Even as I was preparing this sermon, I was processing through some emotions of grief and loss. The truth is that our time with loved ones is brief and the funeral made me reflect on how I should be focusing on what truly matters.
Death, grief and loss are often opportunities for us to pause and reflect about what truly matters in our lives, and what we can be doing differently. Relationships are complex and have their mix of good, bad and difficult. But death often invites us to greater clarity and to me, the ultimate question is: have I chosen to love and be loved?
We say the greatest commandment is important to us but how do you embody it in your life? How do you live it out? How would you like to do better? Perhaps it begins with letting God love you.
Let Your God Love You
Before your God.
Let your God look upon you.
That is all.
God loves you
With an enormous love,
And only wants
To look upon you
With that love.
Let your God—
For many of us, we know in our heads that God loves us. But we struggle with letting God love us in our day-to-day lives. Perhaps like Martha, we are caught up in systems that tell us we are loved and useful only when we are productive. Perhaps we never knew how it feels to truly be loved. And it’s hard for us to imagine that God loves us just like that. Without us doing anything, without us comparing ourselves to others, without us striving to be loved. God loves you just like that.
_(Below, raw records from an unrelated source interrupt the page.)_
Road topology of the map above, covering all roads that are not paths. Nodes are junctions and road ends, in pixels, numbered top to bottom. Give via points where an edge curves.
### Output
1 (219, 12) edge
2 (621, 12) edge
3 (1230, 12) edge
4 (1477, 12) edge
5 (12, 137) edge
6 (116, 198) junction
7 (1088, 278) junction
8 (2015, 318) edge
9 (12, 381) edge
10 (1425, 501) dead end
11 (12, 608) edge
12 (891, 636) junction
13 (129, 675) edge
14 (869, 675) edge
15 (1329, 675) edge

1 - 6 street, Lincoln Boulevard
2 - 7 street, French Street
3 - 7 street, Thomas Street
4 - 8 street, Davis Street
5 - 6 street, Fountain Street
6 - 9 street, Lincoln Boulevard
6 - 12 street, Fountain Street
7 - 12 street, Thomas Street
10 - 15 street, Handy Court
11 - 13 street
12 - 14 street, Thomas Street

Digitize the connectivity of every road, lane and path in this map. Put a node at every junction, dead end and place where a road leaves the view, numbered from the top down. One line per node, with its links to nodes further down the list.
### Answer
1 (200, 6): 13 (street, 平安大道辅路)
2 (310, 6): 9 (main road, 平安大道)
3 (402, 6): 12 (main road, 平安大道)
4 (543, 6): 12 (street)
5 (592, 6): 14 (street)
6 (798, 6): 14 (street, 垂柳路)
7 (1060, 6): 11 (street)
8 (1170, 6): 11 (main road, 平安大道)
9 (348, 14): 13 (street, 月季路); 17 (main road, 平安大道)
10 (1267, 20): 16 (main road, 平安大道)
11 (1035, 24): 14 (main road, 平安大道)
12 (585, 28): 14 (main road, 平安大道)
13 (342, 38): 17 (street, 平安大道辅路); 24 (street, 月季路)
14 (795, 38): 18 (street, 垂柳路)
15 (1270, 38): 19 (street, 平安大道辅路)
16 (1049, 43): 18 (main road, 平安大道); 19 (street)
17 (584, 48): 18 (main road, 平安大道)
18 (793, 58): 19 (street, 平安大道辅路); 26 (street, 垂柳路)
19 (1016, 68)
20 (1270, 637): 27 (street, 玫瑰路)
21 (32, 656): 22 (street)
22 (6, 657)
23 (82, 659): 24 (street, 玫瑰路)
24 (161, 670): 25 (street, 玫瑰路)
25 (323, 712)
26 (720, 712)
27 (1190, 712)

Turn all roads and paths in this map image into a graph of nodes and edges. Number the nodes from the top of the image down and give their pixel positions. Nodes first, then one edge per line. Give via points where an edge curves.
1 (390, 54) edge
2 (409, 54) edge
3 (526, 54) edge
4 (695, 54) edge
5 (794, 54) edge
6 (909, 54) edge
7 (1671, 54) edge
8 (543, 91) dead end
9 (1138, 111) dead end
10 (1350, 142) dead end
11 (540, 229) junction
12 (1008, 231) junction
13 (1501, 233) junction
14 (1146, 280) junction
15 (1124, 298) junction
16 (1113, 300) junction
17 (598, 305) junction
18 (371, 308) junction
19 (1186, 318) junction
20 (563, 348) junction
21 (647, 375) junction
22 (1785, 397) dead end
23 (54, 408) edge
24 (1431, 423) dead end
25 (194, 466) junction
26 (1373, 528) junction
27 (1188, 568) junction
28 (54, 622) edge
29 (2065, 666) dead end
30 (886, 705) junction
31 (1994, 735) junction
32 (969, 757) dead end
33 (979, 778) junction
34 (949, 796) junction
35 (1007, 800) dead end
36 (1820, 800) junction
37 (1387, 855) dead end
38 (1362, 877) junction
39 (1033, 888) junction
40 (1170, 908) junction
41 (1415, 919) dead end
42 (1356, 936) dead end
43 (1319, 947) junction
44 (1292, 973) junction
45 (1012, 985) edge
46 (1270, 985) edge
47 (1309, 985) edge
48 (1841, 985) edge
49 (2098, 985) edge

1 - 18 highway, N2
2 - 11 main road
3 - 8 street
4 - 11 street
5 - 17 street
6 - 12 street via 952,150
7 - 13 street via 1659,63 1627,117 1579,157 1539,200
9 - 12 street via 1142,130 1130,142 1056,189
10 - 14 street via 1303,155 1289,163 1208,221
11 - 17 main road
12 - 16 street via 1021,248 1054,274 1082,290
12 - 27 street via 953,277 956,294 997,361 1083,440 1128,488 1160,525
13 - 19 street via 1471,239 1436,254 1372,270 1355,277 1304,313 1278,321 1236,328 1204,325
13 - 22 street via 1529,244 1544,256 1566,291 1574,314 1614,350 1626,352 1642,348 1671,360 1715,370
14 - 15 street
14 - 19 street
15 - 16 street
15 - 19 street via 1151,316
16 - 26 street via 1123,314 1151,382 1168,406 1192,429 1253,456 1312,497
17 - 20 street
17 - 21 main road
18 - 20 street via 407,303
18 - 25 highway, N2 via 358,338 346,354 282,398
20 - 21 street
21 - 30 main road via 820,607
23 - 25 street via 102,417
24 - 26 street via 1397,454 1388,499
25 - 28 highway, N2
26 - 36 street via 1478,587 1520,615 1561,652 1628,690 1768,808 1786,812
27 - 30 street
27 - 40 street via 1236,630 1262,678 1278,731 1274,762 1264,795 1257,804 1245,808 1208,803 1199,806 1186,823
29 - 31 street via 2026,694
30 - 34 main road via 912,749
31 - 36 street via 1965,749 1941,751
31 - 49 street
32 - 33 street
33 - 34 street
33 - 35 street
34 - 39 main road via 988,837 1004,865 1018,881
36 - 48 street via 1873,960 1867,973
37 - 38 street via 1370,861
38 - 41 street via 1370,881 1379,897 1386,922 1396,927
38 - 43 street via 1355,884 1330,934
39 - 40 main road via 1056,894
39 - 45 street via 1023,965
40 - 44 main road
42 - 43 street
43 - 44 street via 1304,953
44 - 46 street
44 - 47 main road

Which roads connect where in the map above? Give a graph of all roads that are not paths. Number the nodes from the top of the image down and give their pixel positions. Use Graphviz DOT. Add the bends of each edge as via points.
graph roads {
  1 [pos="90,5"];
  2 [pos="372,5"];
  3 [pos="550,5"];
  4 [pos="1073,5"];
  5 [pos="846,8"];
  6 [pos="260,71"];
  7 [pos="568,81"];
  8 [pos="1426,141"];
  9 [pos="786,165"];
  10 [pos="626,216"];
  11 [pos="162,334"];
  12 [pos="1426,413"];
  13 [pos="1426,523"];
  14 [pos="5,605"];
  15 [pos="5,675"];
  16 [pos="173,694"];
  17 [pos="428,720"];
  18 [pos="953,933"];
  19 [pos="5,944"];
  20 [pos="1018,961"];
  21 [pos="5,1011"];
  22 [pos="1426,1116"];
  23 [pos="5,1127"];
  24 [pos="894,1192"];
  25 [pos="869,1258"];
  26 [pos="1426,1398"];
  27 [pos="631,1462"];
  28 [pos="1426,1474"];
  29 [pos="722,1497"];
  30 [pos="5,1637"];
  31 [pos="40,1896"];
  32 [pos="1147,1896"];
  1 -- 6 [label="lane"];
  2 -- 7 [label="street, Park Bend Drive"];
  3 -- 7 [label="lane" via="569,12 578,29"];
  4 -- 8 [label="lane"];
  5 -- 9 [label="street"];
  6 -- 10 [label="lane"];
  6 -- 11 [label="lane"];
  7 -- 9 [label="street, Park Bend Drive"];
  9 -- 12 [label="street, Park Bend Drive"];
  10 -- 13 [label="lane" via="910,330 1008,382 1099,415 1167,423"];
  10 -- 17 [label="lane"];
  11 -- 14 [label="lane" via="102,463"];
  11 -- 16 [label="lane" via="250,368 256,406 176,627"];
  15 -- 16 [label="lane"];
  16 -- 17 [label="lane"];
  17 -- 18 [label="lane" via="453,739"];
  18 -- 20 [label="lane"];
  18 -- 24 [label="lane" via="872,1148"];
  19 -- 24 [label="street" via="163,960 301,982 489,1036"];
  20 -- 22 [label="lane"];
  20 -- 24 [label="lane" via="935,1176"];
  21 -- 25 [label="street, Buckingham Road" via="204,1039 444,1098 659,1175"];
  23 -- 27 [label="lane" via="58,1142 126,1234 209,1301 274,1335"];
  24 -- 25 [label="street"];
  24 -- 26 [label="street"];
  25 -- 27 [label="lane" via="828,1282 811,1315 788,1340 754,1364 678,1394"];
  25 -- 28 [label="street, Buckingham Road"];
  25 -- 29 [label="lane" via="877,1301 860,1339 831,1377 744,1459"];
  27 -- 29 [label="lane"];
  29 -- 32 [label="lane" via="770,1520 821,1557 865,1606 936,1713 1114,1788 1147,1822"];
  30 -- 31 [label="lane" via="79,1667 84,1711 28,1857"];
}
And maybe for some of us, we’ve heard it so many times that we take it for granted. Just like with our families and loved ones, we kind of know they love us and we love them, but we take them and the relationships we have for granted. Until death, grief and loss reminds us of what truly matters – to love and be loved. We forget that only one thing is needed – being present in that love we have for one another. God longs for you to understand and experience that love each and every day. Will you let God love you, and through you, love others until they fully realize that they are beloved too? This is the one thing that is needed. Do this and you will live. If we choose it, no one will ever have the power to take it away from us. So let’s choose to let God love us, and then love the world through us.
Will you join me in a word of prayer?
Ever-loving God, we know you love us and we love you, but sometimes we get worried and distracted by many things. Help us know that only one thing is needed. If we do this, we will live. So we choose to let you love us in the stillness, in the silence, and as your love transforms us, help us love others until they realize they are beloved too. Amen.